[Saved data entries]

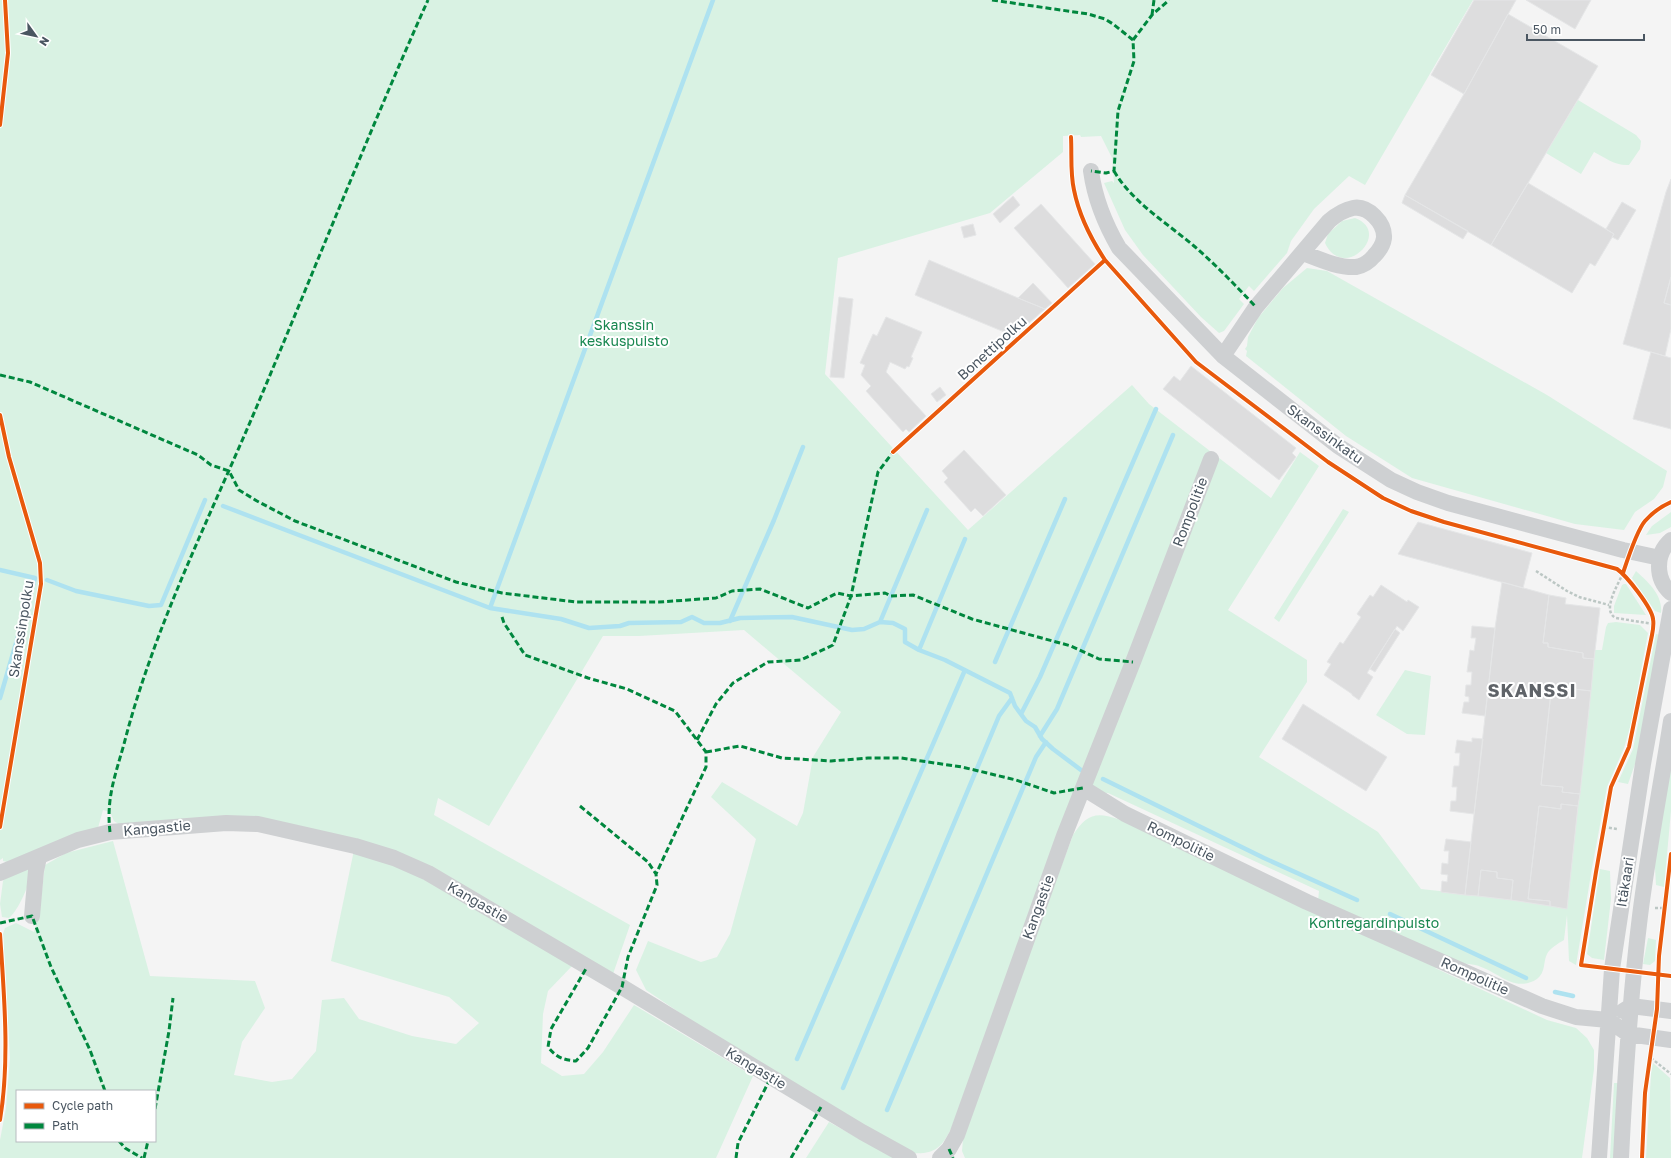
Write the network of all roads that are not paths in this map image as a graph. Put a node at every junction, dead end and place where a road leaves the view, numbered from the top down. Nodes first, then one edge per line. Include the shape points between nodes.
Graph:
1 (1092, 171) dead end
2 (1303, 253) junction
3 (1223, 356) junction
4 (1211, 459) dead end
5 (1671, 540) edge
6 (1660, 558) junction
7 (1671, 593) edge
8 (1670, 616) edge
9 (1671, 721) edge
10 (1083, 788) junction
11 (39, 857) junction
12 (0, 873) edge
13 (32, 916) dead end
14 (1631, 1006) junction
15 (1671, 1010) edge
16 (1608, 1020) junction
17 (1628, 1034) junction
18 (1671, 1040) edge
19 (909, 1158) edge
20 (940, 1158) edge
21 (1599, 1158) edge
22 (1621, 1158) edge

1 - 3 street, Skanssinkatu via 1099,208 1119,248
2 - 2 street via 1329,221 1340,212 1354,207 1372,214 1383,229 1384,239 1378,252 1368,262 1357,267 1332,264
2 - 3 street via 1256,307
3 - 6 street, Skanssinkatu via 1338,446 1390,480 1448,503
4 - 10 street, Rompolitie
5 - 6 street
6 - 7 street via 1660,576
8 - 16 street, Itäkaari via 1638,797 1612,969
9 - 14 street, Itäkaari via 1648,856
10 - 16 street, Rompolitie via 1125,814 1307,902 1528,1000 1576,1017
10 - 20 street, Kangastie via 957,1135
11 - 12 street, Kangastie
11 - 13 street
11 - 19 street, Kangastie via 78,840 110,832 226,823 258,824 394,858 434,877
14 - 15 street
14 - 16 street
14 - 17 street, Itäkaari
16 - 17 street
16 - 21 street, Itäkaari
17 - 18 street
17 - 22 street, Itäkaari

--

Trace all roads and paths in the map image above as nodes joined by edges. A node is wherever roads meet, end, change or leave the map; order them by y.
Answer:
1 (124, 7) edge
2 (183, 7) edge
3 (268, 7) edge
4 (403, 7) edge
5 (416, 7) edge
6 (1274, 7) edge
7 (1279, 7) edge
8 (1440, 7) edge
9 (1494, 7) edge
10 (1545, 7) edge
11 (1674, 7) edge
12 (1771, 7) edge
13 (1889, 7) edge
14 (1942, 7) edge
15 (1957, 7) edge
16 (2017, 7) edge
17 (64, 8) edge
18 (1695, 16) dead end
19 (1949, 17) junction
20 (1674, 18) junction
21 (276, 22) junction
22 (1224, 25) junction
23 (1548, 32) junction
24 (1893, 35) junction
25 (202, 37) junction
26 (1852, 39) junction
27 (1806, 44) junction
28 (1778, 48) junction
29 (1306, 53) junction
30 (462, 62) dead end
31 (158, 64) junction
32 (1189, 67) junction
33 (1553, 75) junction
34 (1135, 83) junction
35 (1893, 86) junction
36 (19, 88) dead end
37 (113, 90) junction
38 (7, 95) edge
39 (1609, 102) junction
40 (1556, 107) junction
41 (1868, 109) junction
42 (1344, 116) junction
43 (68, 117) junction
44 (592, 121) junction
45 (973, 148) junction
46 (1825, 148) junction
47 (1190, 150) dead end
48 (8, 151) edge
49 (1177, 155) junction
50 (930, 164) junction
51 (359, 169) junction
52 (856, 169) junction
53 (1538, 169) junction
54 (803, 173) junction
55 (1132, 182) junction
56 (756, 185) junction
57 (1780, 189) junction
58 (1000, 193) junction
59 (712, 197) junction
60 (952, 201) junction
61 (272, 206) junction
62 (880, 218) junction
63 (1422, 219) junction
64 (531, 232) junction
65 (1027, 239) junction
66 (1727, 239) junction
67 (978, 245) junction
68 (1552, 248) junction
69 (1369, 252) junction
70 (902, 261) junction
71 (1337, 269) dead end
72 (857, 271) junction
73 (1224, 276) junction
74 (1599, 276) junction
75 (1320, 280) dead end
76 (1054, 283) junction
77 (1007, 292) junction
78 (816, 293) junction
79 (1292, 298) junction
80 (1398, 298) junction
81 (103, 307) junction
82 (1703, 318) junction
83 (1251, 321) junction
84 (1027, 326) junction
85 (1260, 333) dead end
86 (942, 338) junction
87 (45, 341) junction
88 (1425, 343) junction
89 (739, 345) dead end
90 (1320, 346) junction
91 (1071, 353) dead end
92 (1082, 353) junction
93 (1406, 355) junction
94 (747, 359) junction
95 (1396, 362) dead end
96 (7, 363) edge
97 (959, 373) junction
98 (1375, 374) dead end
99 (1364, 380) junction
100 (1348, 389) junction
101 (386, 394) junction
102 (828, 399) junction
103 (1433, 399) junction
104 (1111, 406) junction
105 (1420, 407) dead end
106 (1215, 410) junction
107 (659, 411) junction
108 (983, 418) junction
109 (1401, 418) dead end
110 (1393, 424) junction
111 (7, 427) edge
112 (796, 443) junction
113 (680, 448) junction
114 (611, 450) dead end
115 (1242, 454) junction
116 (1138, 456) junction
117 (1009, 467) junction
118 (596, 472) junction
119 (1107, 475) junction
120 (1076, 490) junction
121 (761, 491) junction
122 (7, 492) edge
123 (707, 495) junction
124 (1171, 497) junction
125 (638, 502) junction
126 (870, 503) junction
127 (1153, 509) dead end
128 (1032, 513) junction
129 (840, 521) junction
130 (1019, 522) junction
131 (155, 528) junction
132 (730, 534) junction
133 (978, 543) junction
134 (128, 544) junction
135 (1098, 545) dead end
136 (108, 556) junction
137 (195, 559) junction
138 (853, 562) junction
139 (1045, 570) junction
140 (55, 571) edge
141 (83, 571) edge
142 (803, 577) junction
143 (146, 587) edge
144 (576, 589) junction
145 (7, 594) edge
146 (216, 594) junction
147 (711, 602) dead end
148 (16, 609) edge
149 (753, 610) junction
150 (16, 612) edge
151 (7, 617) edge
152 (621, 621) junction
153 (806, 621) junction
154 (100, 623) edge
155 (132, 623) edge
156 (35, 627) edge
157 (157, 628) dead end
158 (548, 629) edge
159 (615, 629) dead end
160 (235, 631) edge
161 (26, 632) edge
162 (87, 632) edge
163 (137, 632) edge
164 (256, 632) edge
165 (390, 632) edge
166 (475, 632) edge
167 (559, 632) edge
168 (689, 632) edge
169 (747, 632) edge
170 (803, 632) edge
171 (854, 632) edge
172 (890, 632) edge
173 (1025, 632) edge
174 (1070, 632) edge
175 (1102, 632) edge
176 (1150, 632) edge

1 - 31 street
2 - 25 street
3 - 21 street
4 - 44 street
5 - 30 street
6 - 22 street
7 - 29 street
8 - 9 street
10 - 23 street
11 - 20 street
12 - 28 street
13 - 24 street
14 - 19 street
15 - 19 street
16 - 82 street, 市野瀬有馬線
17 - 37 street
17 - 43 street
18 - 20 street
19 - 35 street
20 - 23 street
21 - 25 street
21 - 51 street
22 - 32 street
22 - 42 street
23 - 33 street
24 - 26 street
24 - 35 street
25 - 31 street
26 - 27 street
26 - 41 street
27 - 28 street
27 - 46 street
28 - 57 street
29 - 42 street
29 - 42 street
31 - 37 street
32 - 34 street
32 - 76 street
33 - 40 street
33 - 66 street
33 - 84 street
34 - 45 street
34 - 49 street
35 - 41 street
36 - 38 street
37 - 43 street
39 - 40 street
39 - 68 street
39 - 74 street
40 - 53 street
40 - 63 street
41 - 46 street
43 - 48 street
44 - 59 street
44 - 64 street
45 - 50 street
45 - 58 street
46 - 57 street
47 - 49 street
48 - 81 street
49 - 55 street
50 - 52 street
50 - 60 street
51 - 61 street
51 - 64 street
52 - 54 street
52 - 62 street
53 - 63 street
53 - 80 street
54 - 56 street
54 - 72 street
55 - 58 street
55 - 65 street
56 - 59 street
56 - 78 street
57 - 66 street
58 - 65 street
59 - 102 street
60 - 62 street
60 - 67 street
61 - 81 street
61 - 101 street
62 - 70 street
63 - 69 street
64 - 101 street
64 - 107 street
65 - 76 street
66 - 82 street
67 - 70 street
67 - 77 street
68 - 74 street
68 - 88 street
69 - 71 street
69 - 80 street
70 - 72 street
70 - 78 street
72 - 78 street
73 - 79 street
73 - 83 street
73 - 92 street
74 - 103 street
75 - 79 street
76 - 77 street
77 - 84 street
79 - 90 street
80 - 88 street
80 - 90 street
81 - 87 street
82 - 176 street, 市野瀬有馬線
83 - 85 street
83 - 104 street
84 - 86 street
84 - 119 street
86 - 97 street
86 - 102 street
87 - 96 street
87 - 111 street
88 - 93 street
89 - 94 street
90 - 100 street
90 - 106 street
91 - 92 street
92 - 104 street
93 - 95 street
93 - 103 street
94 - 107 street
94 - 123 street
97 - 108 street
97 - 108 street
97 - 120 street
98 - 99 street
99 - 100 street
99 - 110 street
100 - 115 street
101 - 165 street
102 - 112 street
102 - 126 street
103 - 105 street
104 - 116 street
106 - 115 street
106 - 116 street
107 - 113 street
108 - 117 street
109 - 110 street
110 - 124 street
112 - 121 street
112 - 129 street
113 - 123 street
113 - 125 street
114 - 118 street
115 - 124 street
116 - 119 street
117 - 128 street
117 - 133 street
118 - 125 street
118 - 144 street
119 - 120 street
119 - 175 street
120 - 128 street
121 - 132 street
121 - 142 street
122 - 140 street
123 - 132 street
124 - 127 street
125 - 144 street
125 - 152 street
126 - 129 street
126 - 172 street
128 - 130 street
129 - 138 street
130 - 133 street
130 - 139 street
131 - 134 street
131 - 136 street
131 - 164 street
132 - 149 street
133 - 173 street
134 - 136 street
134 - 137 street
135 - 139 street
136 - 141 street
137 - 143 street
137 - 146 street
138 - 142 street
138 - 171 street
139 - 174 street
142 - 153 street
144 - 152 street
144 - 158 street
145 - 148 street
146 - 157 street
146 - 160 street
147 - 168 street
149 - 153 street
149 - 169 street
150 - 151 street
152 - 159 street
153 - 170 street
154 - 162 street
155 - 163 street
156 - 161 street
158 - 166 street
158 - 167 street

**EXERCISE BRIEF**: Show a copy of each line from the records above in which the string "nodes" occurs.

**RESPONSE AREA**:
Write the network of all roads that are not paths in this map image as a graph. Put a node at every junction, dead end and place where a road leaves the view, numbered from the top down. Nodes first, then one edge per line. Include the shape points between nodes.
Trace all roads and paths in the map image above as nodes joined by edges. A node is wherever roads meet, end, change or leave the map; order them by y.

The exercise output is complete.